__Exercise instructions__. In the entries below, spot each line with the word "street" and copy it.

(Stored data)
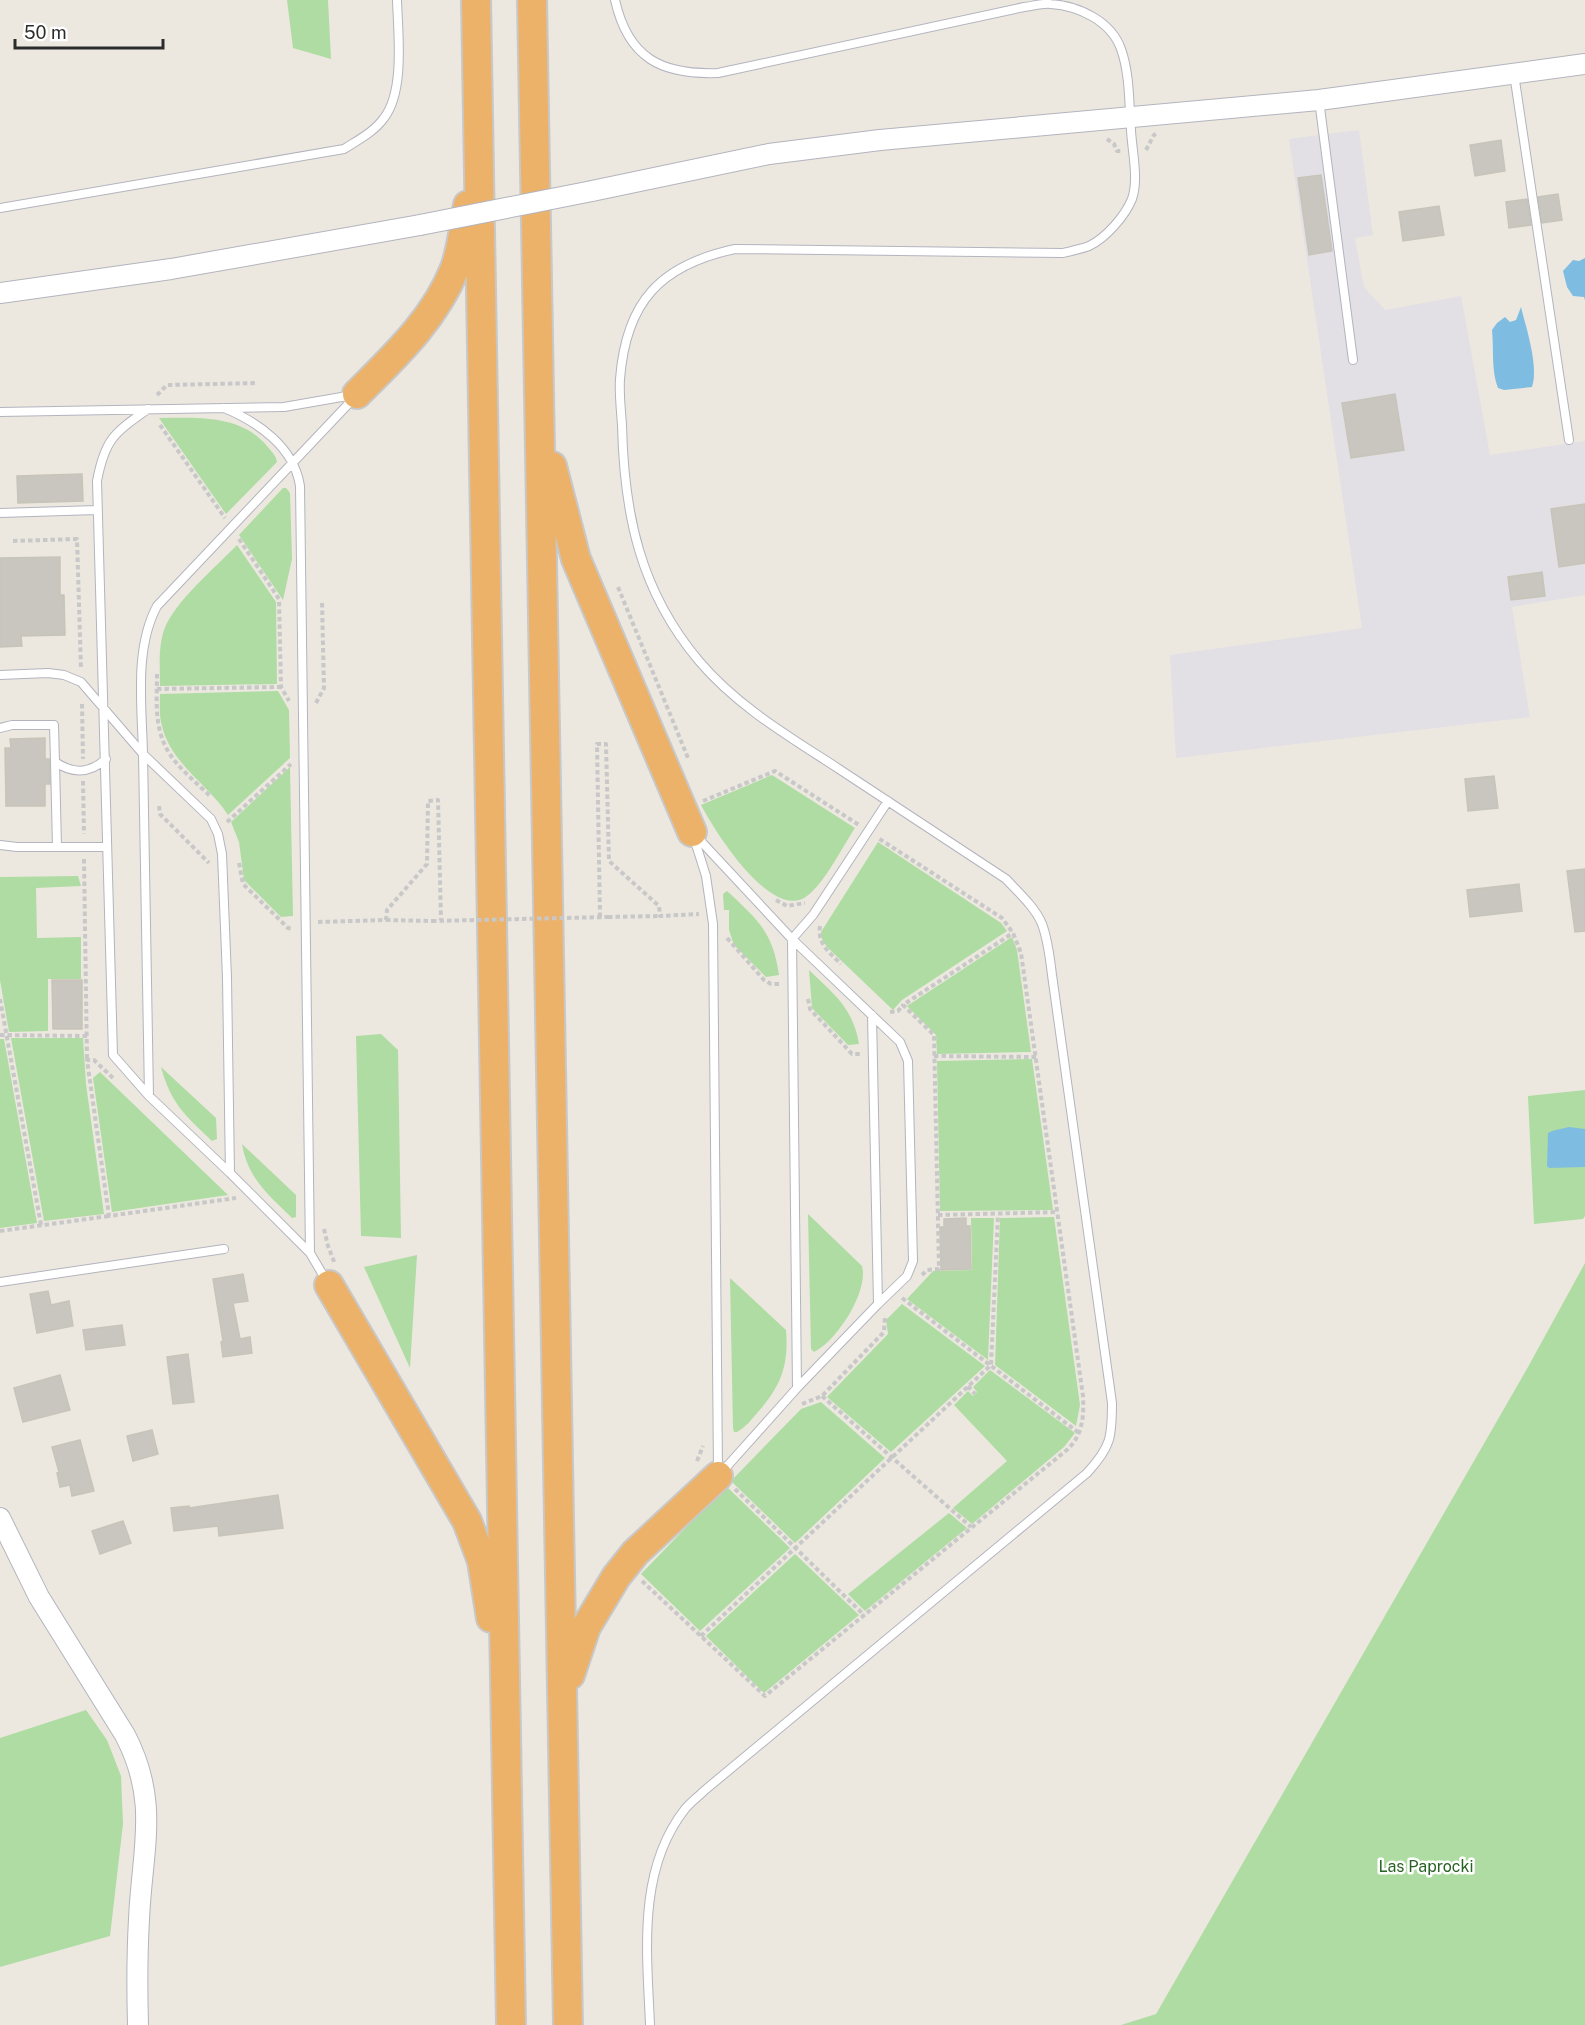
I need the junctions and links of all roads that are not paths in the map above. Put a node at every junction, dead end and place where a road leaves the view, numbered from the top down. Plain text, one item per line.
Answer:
1 (397, 0) edge
2 (476, 0) edge
3 (532, 0) edge
4 (615, 0) edge
5 (1585, 64) edge
6 (1514, 74) junction
7 (1319, 100) junction
8 (1130, 118) junction
9 (479, 156) junction
10 (0, 208) edge
11 (0, 293) edge
12 (1353, 360) dead end
13 (357, 394) junction
14 (224, 408) junction
15 (148, 409) junction
16 (0, 411) edge
17 (539, 412) junction
18 (1569, 440) dead end
19 (293, 461) junction
20 (97, 510) junction
21 (0, 513) edge
22 (0, 675) edge
23 (105, 709) junction
24 (0, 728) edge
25 (143, 754) junction
26 (106, 759) junction
27 (55, 762) junction
28 (888, 801) junction
29 (692, 832) junction
30 (0, 844) edge
31 (57, 847) junction
32 (107, 847) junction
33 (792, 939) junction
34 (872, 1015) junction
35 (149, 1096) junction
36 (230, 1173) junction
37 (224, 1249) dead end
38 (310, 1252) junction
39 (0, 1282) edge
40 (329, 1285) joint
41 (878, 1304) junction
42 (797, 1388) junction
43 (726, 1482) junction
44 (2, 1526) edge
45 (563, 1697) junction
46 (507, 1718) junction
47 (138, 2025) edge
48 (511, 2025) edge
49 (568, 2025) edge
50 (650, 2025) edge

1 - 10 lane
2 - 9 highway
3 - 17 highway
4 - 8 lane
5 - 6 street
6 - 7 street
6 - 18 lane
7 - 8 street
7 - 12 lane
8 - 11 street, bridge
8 - 28 lane
9 - 13 highway
9 - 46 highway
13 - 14 lane
13 - 19 lane
14 - 15 lane
14 - 19 lane
15 - 16 lane
15 - 20 lane
17 - 29 highway
17 - 45 highway
19 - 25 lane
19 - 38 lane
20 - 21 lane
20 - 23 lane
22 - 23 lane
23 - 25 lane
23 - 26 lane
24 - 27 lane
25 - 35 lane
25 - 36 lane
26 - 27 lane
26 - 32 lane
27 - 31 lane
28 - 33 lane
28 - 50 lane
29 - 33 lane
29 - 43 lane
30 - 31 lane
31 - 32 lane
32 - 35 lane
33 - 34 lane
33 - 42 lane
34 - 41 lane
34 - 41 lane
35 - 36 lane
36 - 38 lane
37 - 39 lane
38 - 40 lane
40 - 46 highway
41 - 42 lane
42 - 43 lane
43 - 45 highway
44 - 47 street
45 - 49 highway
46 - 48 highway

__Answer box__.
5 - 6 street
6 - 7 street
7 - 8 street
8 - 11 street, bridge
44 - 47 street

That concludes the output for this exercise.